Soon after the bird update is released AvianLife is inundated with bug complaints from users, as simulated birds struggle to build correct nests out of the rigid leaves, sometimes stacking them in lattices that stretch meters into the sky, or shaping other stacks of the flat overalls into near-perfect cubes. One bird figures out how to stack the leaves edge-first, creating walls around itself that are invisible from the side due to the two-dimensionality of the leaves.

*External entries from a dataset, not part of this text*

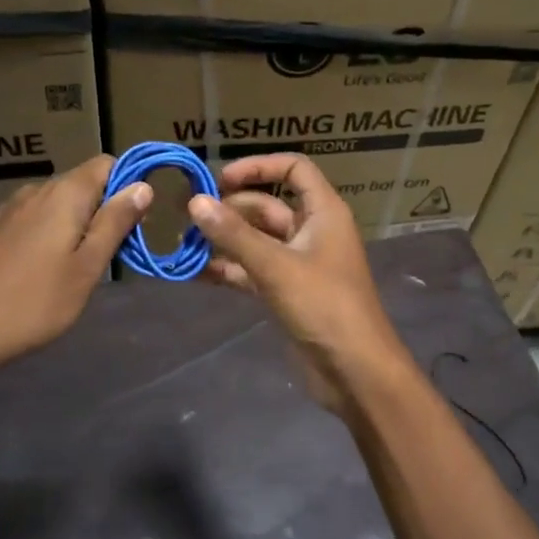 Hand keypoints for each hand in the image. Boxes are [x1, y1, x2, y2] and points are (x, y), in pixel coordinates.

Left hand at [0, 155, 150, 379]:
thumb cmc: (36, 301)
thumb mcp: (88, 266)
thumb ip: (115, 222)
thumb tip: (143, 186)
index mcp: (64, 193)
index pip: (107, 163)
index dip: (128, 185)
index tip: (136, 221)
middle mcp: (36, 190)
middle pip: (83, 182)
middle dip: (104, 208)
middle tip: (113, 252)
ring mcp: (10, 208)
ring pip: (58, 202)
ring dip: (77, 222)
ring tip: (80, 264)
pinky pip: (35, 218)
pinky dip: (51, 232)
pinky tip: (45, 268)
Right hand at [188, 153, 416, 421]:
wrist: (355, 371)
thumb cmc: (324, 306)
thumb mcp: (276, 266)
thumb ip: (234, 234)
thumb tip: (195, 202)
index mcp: (323, 212)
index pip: (294, 169)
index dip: (258, 166)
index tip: (220, 180)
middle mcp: (312, 231)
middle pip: (267, 206)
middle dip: (230, 209)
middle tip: (187, 216)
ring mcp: (299, 263)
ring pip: (256, 240)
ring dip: (224, 240)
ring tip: (184, 244)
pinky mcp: (287, 293)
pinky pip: (253, 270)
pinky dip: (229, 269)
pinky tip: (196, 273)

The fiendishly powerful AI algorithms of the AIs explore the new possibilities made possible by the buggy leaves. Some of their quirkier decisions are applauded by players, mistaking bugs for the creativity of their programmers.

A new software update solves the problem by marginally reducing the intelligence of the bird-loving birds, and by increasing the thickness of the leaves to avoid the two-dimensional problems. Next, they’ll add in support for non-rigid physics and give the simulated birds the simulated leaves they deserve.

Technologies that inspired this story: Physics simulators, ecosystems, flaws.